---------- RECORDED INFORMATION ----------

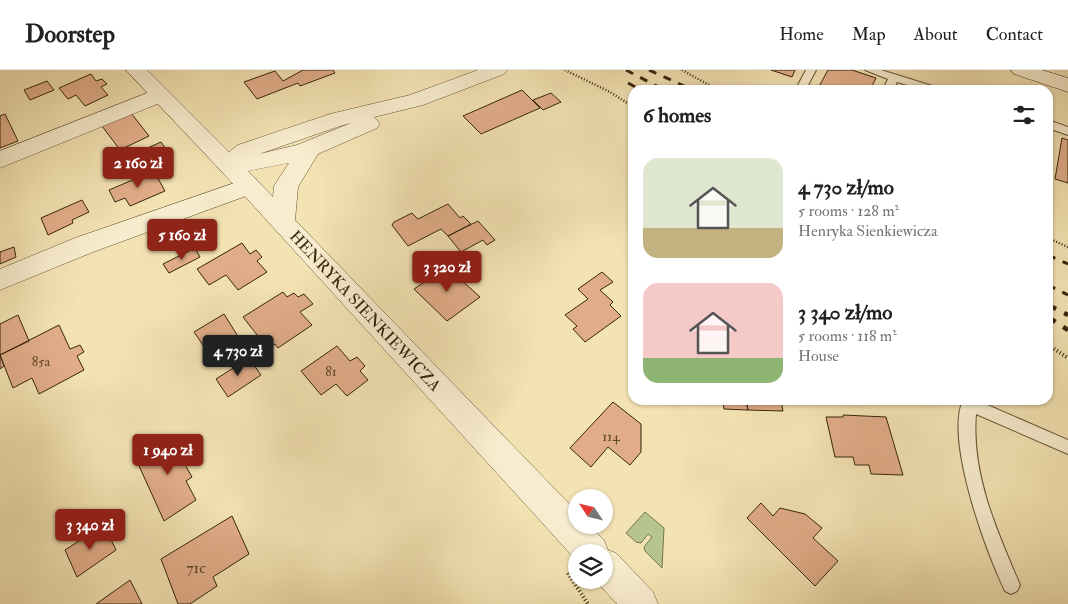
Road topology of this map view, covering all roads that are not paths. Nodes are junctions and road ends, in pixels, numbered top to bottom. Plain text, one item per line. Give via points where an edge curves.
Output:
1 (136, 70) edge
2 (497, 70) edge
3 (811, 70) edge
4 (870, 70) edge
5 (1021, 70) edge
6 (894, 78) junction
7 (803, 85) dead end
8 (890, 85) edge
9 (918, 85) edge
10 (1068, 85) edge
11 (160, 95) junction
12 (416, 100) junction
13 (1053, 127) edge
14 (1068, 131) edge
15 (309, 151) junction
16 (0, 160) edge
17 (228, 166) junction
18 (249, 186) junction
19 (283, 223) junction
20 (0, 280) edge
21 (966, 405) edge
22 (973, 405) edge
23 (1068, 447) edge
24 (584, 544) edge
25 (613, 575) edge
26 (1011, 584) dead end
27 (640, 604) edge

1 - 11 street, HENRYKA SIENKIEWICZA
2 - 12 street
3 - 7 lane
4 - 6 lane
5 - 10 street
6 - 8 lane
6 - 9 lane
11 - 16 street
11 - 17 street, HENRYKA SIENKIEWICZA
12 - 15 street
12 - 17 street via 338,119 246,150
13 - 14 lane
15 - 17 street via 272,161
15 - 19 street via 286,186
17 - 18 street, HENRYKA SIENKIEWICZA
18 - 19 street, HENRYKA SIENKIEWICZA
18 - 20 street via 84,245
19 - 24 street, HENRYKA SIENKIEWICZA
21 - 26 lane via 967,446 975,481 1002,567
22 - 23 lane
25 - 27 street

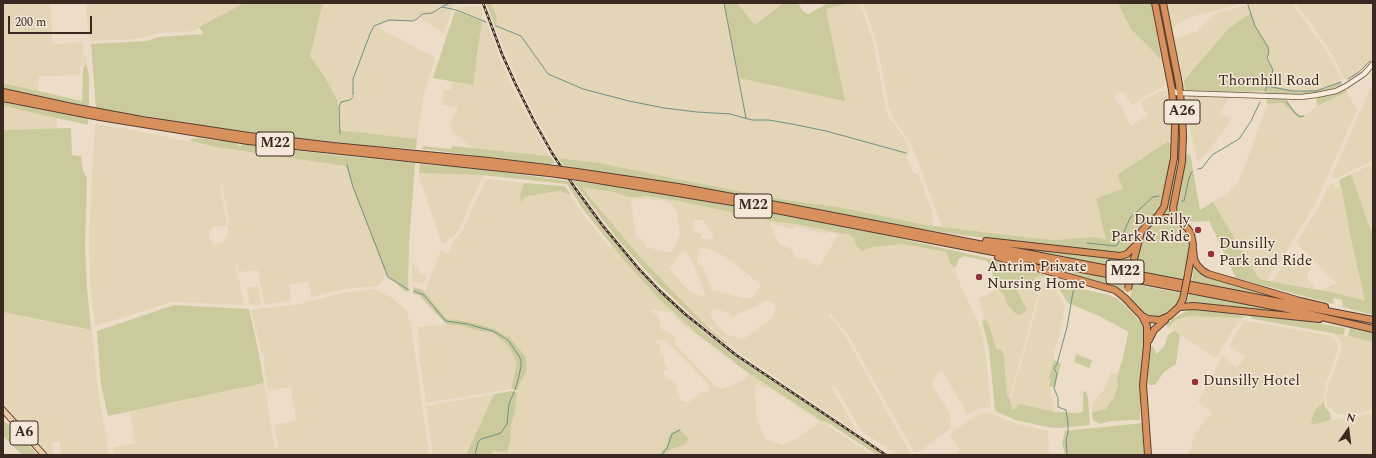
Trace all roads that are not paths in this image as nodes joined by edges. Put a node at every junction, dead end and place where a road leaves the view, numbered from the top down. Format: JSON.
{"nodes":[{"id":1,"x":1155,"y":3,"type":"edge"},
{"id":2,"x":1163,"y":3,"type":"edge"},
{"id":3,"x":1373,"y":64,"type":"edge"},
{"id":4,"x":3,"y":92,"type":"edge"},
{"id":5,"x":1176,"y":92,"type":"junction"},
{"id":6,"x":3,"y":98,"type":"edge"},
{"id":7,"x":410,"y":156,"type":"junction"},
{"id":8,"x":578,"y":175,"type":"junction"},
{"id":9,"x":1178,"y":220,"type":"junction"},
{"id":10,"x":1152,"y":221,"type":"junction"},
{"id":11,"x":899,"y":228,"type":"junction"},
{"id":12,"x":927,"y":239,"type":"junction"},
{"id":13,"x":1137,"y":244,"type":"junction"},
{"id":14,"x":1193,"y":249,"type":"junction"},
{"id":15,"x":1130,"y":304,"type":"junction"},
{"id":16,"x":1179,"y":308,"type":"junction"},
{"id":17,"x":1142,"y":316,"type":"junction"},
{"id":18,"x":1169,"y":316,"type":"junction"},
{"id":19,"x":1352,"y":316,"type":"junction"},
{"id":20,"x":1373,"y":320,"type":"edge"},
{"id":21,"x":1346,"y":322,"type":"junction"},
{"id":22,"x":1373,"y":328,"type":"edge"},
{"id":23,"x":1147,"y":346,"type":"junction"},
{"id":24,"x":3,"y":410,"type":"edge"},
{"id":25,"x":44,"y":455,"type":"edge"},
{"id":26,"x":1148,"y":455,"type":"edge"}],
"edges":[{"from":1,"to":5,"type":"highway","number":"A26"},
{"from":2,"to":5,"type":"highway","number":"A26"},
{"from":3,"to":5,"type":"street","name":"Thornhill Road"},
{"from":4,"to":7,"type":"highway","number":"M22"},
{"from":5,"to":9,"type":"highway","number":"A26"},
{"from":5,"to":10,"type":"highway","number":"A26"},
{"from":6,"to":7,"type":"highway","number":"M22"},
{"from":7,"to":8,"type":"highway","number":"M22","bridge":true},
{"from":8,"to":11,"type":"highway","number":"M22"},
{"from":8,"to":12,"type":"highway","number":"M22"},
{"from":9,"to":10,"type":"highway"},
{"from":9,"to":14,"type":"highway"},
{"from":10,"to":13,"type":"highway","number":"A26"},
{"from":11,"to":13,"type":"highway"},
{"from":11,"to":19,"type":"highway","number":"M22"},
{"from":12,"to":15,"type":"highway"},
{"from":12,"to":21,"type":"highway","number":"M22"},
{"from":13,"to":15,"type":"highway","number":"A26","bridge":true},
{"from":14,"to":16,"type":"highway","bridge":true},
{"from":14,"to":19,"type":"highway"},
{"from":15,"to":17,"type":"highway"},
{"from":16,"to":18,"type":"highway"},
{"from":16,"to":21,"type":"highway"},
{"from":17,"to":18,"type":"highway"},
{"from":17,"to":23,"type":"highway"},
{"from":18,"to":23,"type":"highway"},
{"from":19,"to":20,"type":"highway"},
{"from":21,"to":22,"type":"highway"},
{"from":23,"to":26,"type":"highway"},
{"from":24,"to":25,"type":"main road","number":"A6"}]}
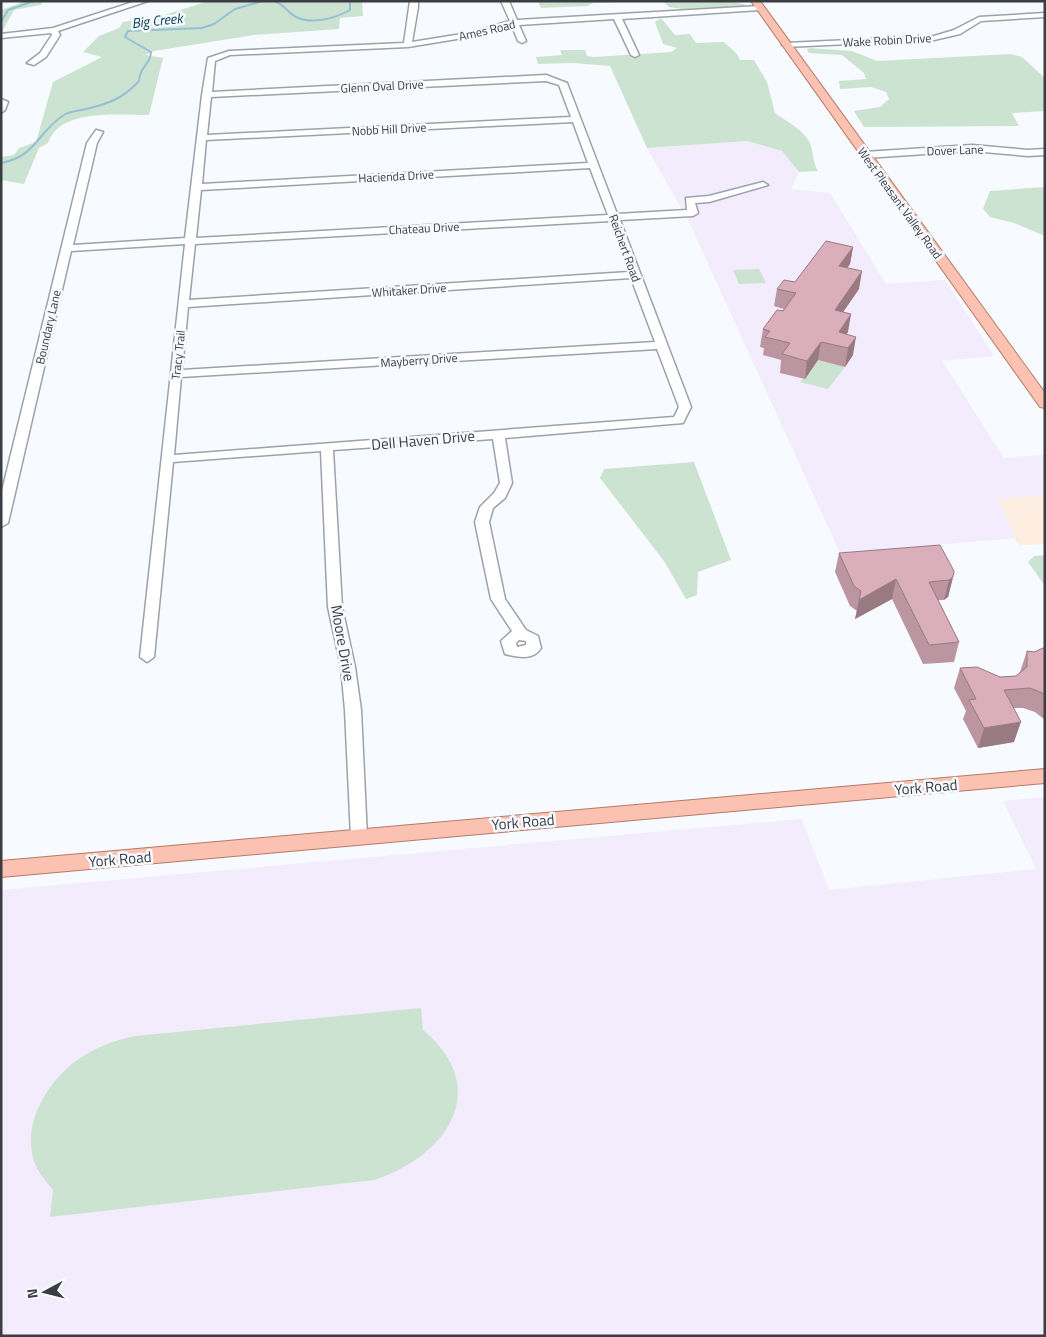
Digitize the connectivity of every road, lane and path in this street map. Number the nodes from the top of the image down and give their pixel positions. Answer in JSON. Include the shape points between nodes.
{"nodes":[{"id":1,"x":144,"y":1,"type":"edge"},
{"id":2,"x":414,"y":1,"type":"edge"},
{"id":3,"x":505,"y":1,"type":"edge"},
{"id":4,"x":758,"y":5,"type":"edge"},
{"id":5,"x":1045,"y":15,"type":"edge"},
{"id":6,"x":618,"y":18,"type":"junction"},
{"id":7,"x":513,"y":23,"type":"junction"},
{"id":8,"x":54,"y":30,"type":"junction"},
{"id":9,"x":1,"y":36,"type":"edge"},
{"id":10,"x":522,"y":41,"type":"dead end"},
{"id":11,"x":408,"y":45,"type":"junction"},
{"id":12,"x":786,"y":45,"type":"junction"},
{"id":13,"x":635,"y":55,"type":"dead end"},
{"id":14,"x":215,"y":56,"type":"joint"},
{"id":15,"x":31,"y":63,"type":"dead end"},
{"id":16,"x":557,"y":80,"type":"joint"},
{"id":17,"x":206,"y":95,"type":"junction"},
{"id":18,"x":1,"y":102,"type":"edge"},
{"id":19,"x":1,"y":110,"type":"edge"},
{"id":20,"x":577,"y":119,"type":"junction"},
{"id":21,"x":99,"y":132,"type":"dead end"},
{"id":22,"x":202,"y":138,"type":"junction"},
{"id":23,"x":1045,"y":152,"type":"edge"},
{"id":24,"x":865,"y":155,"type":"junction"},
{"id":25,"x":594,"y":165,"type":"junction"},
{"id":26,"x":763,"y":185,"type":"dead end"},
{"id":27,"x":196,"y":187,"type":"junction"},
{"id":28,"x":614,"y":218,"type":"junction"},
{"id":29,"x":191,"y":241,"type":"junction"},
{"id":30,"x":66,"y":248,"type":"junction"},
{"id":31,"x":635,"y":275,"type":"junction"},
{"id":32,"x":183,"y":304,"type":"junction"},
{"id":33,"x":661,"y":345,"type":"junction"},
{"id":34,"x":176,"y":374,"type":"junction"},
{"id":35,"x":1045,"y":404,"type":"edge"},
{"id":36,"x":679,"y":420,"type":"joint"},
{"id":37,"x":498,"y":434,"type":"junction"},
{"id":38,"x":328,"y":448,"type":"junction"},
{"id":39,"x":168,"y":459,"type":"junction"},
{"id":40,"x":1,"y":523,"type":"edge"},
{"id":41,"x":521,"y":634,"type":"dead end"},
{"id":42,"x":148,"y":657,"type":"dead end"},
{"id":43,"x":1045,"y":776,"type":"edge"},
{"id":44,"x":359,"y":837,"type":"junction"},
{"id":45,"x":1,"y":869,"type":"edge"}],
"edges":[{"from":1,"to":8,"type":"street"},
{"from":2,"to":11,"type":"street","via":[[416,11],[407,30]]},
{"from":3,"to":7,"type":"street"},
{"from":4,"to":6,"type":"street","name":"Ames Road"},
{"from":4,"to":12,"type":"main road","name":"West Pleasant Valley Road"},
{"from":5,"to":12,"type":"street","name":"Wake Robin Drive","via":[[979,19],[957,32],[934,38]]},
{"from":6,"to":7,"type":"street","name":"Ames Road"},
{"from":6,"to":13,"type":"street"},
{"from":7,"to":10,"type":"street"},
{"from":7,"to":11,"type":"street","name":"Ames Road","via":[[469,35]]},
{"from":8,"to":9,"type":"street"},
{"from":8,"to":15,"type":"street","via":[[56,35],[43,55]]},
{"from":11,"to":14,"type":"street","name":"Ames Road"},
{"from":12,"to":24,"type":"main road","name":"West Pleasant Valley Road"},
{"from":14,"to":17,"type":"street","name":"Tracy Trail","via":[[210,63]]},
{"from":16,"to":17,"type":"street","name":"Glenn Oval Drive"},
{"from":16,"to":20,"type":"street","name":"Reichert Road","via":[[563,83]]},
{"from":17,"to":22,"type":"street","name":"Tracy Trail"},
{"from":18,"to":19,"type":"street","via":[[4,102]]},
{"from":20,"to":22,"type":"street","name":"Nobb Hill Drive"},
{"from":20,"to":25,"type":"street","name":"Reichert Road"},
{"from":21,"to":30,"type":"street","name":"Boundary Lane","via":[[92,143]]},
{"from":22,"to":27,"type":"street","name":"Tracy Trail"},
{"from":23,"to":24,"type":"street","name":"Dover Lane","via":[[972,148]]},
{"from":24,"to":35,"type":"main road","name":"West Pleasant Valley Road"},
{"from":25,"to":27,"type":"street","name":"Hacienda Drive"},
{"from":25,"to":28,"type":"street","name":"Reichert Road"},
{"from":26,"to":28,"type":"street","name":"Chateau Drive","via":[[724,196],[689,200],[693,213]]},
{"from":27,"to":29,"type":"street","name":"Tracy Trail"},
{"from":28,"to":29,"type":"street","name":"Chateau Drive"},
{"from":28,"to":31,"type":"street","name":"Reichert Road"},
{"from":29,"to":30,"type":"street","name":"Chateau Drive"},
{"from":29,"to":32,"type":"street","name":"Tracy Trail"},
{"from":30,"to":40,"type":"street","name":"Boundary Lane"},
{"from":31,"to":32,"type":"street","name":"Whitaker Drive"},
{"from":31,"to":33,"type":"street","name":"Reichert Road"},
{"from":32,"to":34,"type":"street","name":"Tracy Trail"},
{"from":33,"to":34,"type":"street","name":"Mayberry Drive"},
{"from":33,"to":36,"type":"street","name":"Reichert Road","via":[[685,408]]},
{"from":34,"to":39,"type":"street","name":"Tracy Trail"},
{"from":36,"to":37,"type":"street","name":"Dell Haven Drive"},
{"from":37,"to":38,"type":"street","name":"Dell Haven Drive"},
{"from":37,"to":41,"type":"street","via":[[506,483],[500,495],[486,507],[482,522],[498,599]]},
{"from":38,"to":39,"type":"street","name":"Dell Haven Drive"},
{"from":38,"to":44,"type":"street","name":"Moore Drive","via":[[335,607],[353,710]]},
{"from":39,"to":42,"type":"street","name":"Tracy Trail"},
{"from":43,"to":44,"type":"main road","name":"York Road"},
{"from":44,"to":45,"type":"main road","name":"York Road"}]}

----------

_WORK REQUEST_: Your reply should hold every line from the data that contains "Tracy", copied in full.

_EXERCISE ANSWER_:
{"from":14,"to":17,"type":"street","name":"Tracy Trail","via":[[210,63]]},
{"from":17,"to":22,"type":"street","name":"Tracy Trail"},
{"from":22,"to":27,"type":"street","name":"Tracy Trail"},
{"from":27,"to":29,"type":"street","name":"Tracy Trail"},
{"from":29,"to":32,"type":"street","name":"Tracy Trail"},
{"from":32,"to":34,"type":"street","name":"Tracy Trail"},
{"from":34,"to":39,"type":"street","name":"Tracy Trail"},
{"from":39,"to":42,"type":"street","name":"Tracy Trail"},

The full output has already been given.